Many of the shortcomings seen during the Haiti earthquake of slow responses and uncoordinated relief efforts were repeated during the Ebola crisis that erupted in West Africa a year ago, they said.
With Sierra Leone and Guinea continuing to report cases of the deadly virus, the international community must act urgently, said Carolyn Reynolds, external relations manager at the World Bank.
"We need to think outside the box," she said at a panel on global health preparedness held on Capitol Hill.
The international community must build a rapid response system to get supplies and healthcare workers onto the ground within days, not months; improve coordination amongst multiple donors; and strengthen healthcare systems, she said.
The next epidemic will strike faster and harder, and the international community is not prepared, she warned.

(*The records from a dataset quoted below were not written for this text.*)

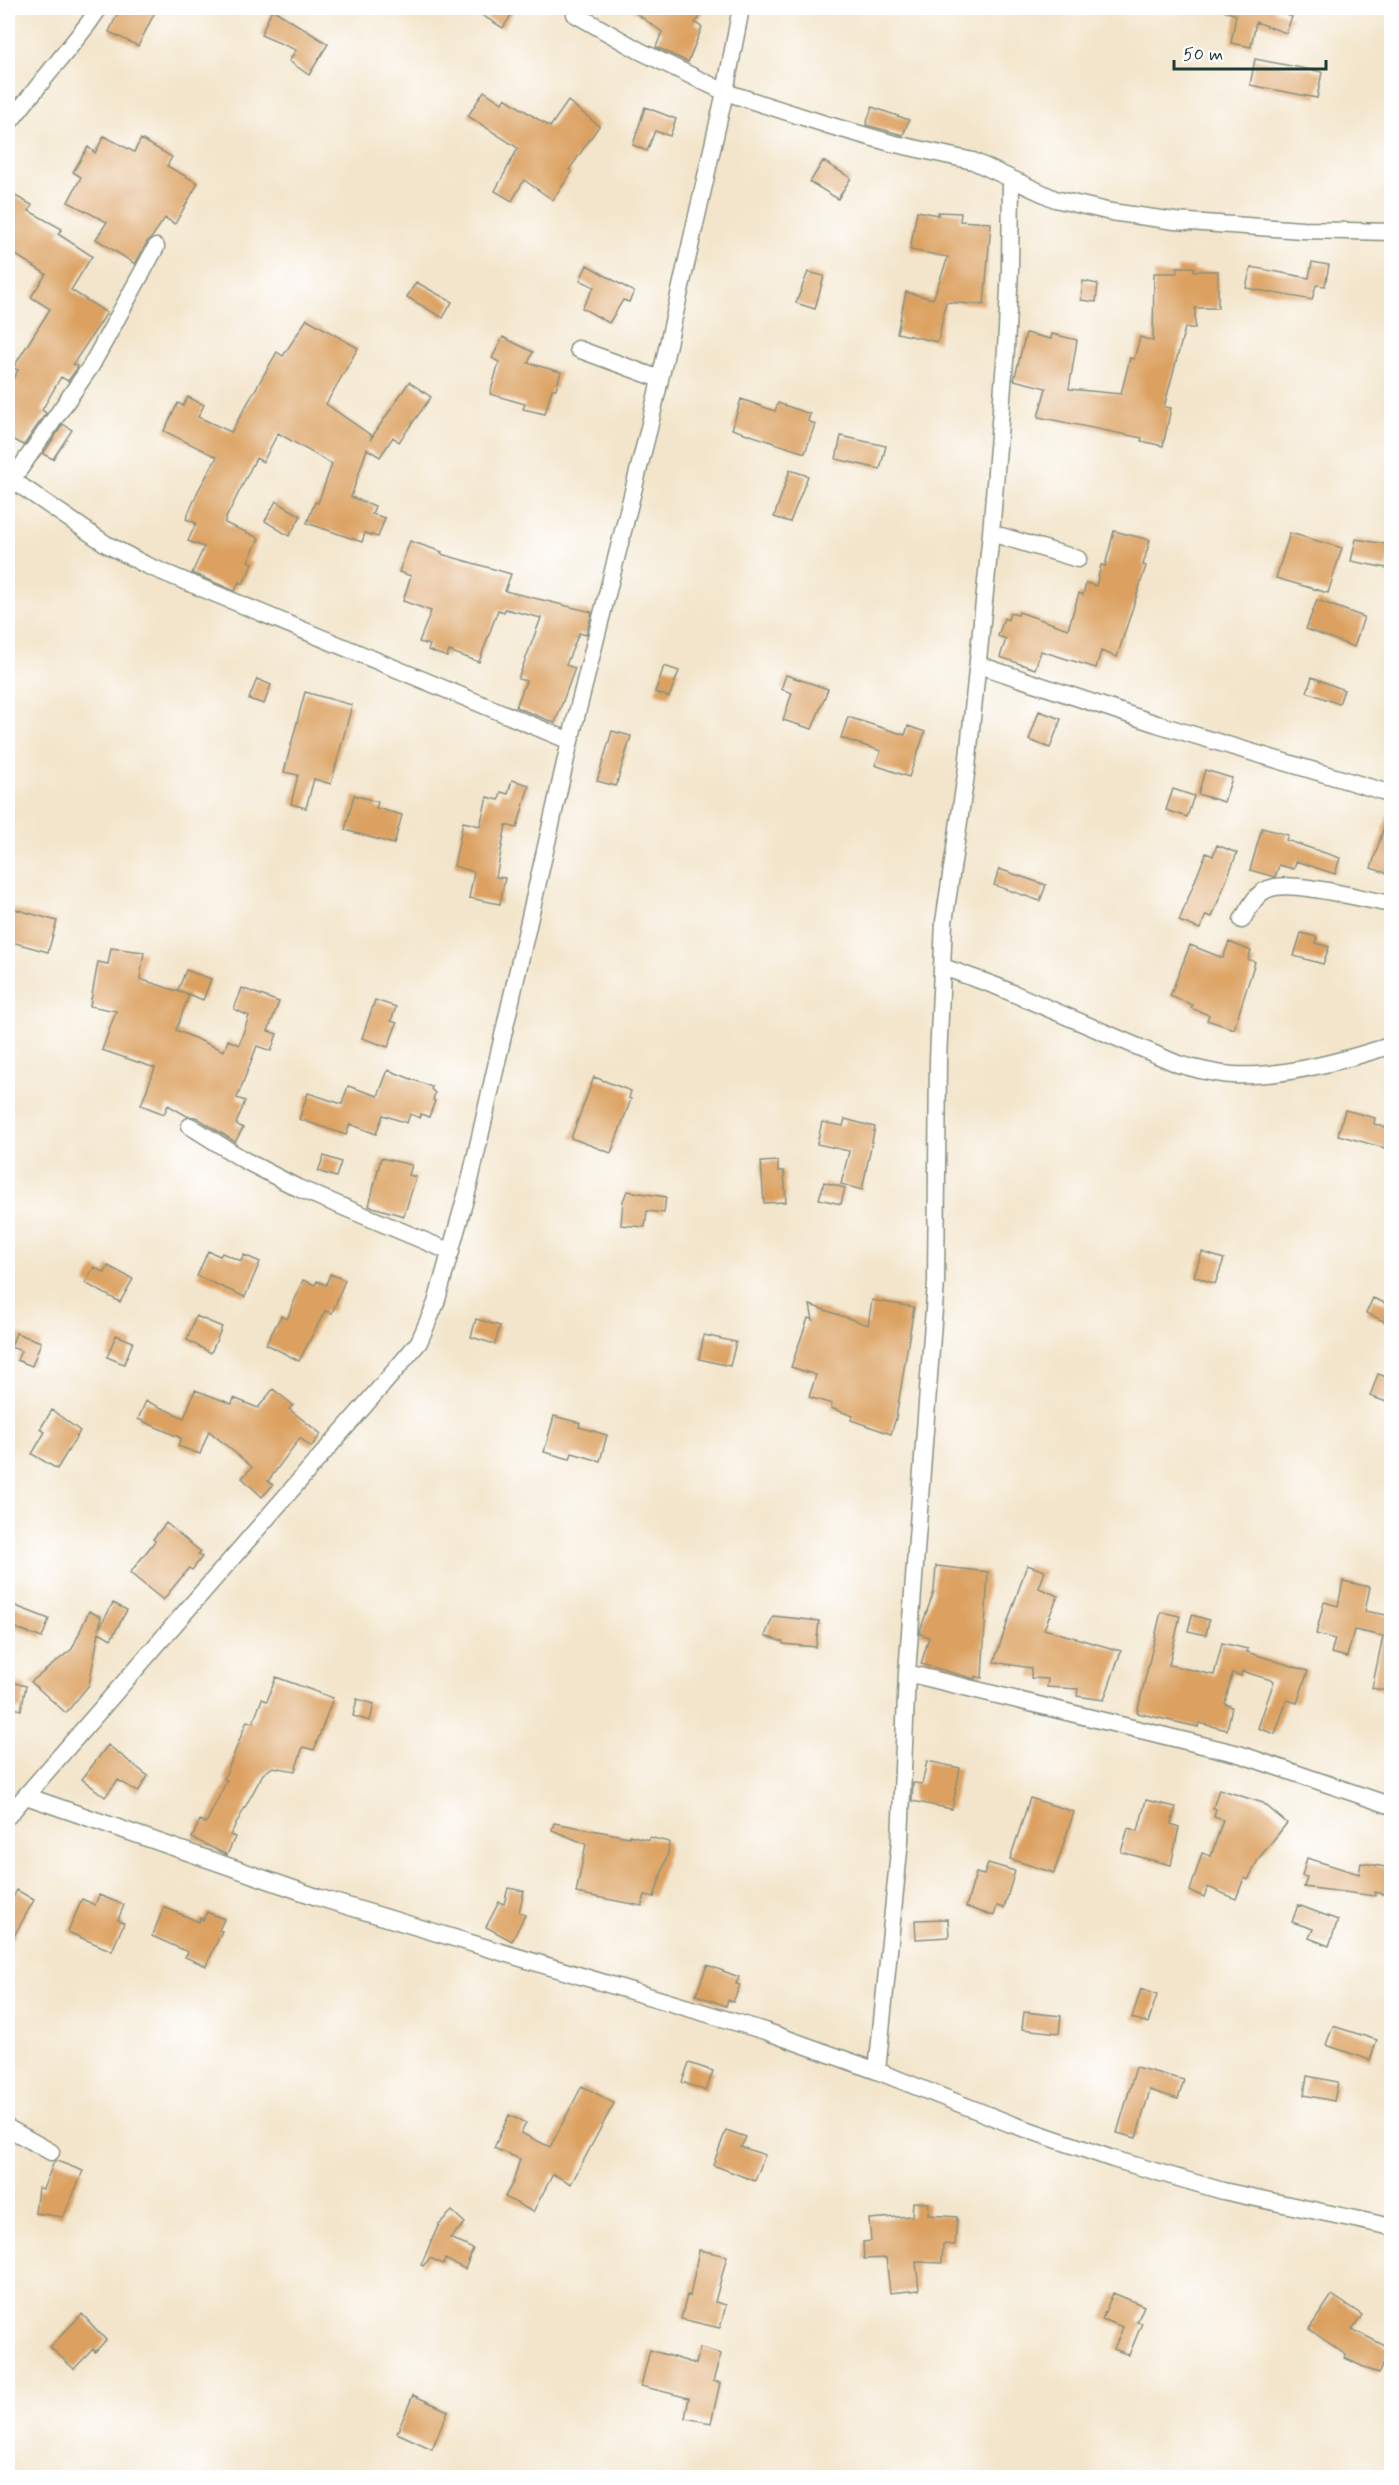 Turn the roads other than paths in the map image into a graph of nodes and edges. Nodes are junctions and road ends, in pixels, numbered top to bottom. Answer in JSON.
{"nodes":[{"id":1,"x":99,"y":8,"type":"edge"},
{"id":2,"x":741,"y":8,"type":"edge"},
{"id":3,"x":575,"y":14,"type":"dead end"},
{"id":4,"x":725,"y":92,"type":"junction"},
{"id":5,"x":8,"y":124,"type":"edge"},
{"id":6,"x":1011,"y":180,"type":"junction"},
{"id":7,"x":1392,"y":232,"type":"edge"},
{"id":8,"x":156,"y":247,"type":"dead end"},
{"id":9,"x":578,"y":349,"type":"dead end"},
{"id":10,"x":660,"y":379,"type":"junction"},
{"id":11,"x":10,"y":479,"type":"edge"},
{"id":12,"x":992,"y":533,"type":"junction"},
{"id":13,"x":1078,"y":559,"type":"dead end"},
{"id":14,"x":979,"y":665,"type":"junction"},
{"id":15,"x":570,"y":741,"type":"junction"},
{"id":16,"x":1392,"y":794,"type":"edge"},
{"id":17,"x":1392,"y":904,"type":"edge"},
{"id":18,"x":1242,"y":920,"type":"dead end"},
{"id":19,"x":943,"y":967,"type":"junction"},
{"id":20,"x":1392,"y":1045,"type":"edge"},
{"id":21,"x":190,"y":1126,"type":"dead end"},
{"id":22,"x":451,"y":1252,"type":"junction"},
{"id":23,"x":907,"y":1673,"type":"junction"},
{"id":24,"x":26,"y":1796,"type":"junction"},
{"id":25,"x":1392,"y":1806,"type":"edge"},
{"id":26,"x":8,"y":1816,"type":"edge"},
{"id":27,"x":877,"y":2071,"type":"junction"},
{"id":28,"x":8,"y":2128,"type":"edge"},
{"id":29,"x":51,"y":2152,"type":"dead end"},
{"id":30,"x":1392,"y":2227,"type":"edge"}],
"edges":[{"from":1,"to":5,"type":"street"},
{"from":2,"to":4,"type":"street"},
{"from":3,"to":4,"type":"street"},
{"from":4,"to":6,"type":"street"},
{"from":4,"to":10,"type":"street"},
{"from":6,"to":7,"type":"street"},
{"from":6,"to":12,"type":"street"},
{"from":8,"to":11,"type":"street"},
{"from":9,"to":10,"type":"street"},
{"from":10,"to":15,"type":"street"},
{"from":11,"to":15,"type":"street"},
{"from":12,"to":13,"type":"street"},
{"from":12,"to":14,"type":"street"},
{"from":14,"to":16,"type":"street"},
{"from":14,"to":19,"type":"street"},
{"from":15,"to":22,"type":"street"},
{"from":17,"to":18,"type":"street"},
{"from":19,"to":20,"type":"street"},
{"from":19,"to":23,"type":"street"},
{"from":21,"to":22,"type":"street"},
{"from":22,"to":24,"type":"street"},
{"from":23,"to":25,"type":"street"},
{"from":23,"to":27,"type":"street"},
{"from":24,"to":26,"type":"street"},
{"from":24,"to":27,"type":"street"},
{"from":27,"to":30,"type":"street"},
{"from":28,"to":29,"type":"street"}]}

Erin Hohlfelder, global health policy director at the anti-poverty group ONE, said many of the same problems seen in Haiti, which lacked a single aid tracking system, persist today.

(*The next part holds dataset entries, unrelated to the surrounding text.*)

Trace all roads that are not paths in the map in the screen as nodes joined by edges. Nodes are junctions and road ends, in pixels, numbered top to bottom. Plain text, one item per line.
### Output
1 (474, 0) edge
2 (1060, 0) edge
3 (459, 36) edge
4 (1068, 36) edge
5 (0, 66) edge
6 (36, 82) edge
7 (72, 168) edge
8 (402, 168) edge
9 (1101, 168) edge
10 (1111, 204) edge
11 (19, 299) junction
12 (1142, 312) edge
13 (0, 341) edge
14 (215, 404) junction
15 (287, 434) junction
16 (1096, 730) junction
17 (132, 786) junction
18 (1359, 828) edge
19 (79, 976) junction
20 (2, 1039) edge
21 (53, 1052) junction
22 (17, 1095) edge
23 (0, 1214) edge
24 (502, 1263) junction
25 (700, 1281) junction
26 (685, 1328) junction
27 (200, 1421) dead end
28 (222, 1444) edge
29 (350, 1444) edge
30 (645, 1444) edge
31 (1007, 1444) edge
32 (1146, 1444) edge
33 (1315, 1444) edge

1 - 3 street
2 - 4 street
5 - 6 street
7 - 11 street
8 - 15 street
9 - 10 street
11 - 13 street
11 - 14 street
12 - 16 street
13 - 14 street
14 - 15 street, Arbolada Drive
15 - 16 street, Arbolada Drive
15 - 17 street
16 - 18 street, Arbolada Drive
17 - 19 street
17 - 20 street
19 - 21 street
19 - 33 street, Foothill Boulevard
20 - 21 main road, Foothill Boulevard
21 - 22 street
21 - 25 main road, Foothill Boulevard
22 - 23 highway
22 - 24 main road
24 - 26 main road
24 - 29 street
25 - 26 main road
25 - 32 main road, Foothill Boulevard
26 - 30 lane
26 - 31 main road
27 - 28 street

There is no method for monitoring how much each government commits, whether the aid is delivered and what happens on the ground, she said.
ONE tried to build a tracking system, but found the information was too disparate, she said.
"We really need to overhaul our response to crises," Hohlfelder said.
United Parcel Service (UPS), the international delivery service, is working on one logistical solution. UPS has worked with the UN Refugee Agency (UNHCR) to develop Relief Link, a handheld scanner that will track supplies from departure point to delivery, said Leslie Griffin, UPS senior vice president for international public policy.
The device uploads information into a central database, allowing organizations to track down to the last mile whether aid reaches its destination. Aid recipients are given ID cards with biometric data embedded to record receipt, cutting down on fraud and lessening duplication of aid delivery.
"These technologies are making sure that monies are even better spent and go where they are most needed," Griffin said.
The UPS example demonstrates how public-private partnerships can bring innovative ideas to aid delivery, said Charles Stokes, president of CDC Foundation. He urged more conversations among businesses, civil society, philanthropic groups and donors.